Problem details: For this exercise, print the records below verbatim.

Saved entries:
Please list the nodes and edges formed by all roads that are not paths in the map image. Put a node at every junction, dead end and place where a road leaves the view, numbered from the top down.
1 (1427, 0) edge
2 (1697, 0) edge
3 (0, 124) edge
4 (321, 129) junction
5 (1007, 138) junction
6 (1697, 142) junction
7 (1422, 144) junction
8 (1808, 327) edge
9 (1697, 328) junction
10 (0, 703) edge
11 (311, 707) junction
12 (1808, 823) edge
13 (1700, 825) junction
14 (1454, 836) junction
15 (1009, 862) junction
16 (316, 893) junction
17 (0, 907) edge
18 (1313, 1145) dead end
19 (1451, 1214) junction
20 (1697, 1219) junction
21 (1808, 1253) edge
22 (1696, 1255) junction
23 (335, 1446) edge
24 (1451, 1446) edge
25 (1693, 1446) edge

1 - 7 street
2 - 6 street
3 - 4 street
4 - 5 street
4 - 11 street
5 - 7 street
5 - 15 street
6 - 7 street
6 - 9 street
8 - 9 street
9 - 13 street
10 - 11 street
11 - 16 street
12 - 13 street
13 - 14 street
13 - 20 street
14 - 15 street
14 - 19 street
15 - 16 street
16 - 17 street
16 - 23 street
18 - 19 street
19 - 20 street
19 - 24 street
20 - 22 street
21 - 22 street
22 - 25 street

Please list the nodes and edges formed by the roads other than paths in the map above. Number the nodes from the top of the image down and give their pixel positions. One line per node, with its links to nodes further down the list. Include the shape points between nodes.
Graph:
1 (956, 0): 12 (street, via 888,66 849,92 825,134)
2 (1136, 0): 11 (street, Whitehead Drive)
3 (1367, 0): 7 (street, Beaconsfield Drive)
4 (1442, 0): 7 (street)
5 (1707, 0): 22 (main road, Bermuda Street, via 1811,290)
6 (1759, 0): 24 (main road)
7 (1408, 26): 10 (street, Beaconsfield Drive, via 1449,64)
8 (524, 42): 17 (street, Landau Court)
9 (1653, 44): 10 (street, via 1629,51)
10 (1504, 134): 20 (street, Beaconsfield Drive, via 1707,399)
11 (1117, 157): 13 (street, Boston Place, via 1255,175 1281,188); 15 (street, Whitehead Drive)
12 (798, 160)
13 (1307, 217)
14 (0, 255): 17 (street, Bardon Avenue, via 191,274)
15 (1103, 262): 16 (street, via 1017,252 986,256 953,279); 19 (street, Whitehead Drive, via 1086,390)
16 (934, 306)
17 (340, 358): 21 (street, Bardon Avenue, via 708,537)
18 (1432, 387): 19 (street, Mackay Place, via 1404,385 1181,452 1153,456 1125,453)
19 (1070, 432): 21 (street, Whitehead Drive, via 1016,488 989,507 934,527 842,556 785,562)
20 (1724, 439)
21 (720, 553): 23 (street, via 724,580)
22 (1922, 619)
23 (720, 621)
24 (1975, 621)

Reply:
Please list the nodes and edges formed by all roads that are not paths in the map image. Put a node at every junction, dead end and place where a road leaves the view, numbered from the top down.
1 (1427, 0) edge
2 (1697, 0) edge
3 (0, 124) edge
4 (321, 129) junction
5 (1007, 138) junction
6 (1697, 142) junction
7 (1422, 144) junction
8 (1808, 327) edge
9 (1697, 328) junction
10 (0, 703) edge
11 (311, 707) junction
12 (1808, 823) edge
13 (1700, 825) junction
14 (1454, 836) junction
15 (1009, 862) junction
16 (316, 893) junction
17 (0, 907) edge
18 (1313, 1145) dead end
19 (1451, 1214) junction
20 (1697, 1219) junction
21 (1808, 1253) edge
22 (1696, 1255) junction
23 (335, 1446) edge
24 (1451, 1446) edge
25 (1693, 1446) edge

1 - 7 street
2 - 6 street
3 - 4 street
4 - 5 street
4 - 11 street
5 - 7 street
5 - 15 street
6 - 7 street
6 - 9 street
8 - 9 street
9 - 13 street
10 - 11 street
11 - 16 street
12 - 13 street
13 - 14 street
13 - 20 street
14 - 15 street
14 - 19 street
15 - 16 street
16 - 17 street
16 - 23 street
18 - 19 street
19 - 20 street
19 - 24 street
20 - 22 street
21 - 22 street
22 - 25 street

Please list the nodes and edges formed by the roads other than paths in the map above. Number the nodes from the top of the image down and give their pixel positions. One line per node, with its links to nodes further down the list. Include the shape points between nodes.
Graph:
1 (956, 0): 12 (street, via 888,66 849,92 825,134)
2 (1136, 0): 11 (street, Whitehead Drive)
3 (1367, 0): 7 (street, Beaconsfield Drive)
4 (1442, 0): 7 (street)
5 (1707, 0): 22 (main road, Bermuda Street, via 1811,290)
6 (1759, 0): 24 (main road)
7 (1408, 26): 10 (street, Beaconsfield Drive, via 1449,64)
8 (524, 42): 17 (street, Landau Court)
9 (1653, 44): 10 (street, via 1629,51)
10 (1504, 134): 20 (street, Beaconsfield Drive, via 1707,399)
11 (1117, 157): 13 (street, Boston Place, via 1255,175 1281,188); 15 (street, Whitehead Drive)
12 (798, 160)
13 (1307, 217)
14 (0, 255): 17 (street, Bardon Avenue, via 191,274)
15 (1103, 262): 16 (street, via 1017,252 986,256 953,279); 19 (street, Whitehead Drive, via 1086,390)
16 (934, 306)
17 (340, 358): 21 (street, Bardon Avenue, via 708,537)
18 (1432, 387): 19 (street, Mackay Place, via 1404,385 1181,452 1153,456 1125,453)
19 (1070, 432): 21 (street, Whitehead Drive, via 1016,488 989,507 934,527 842,556 785,562)
20 (1724, 439)
21 (720, 553): 23 (street, via 724,580)
22 (1922, 619)
23 (720, 621)
24 (1975, 621)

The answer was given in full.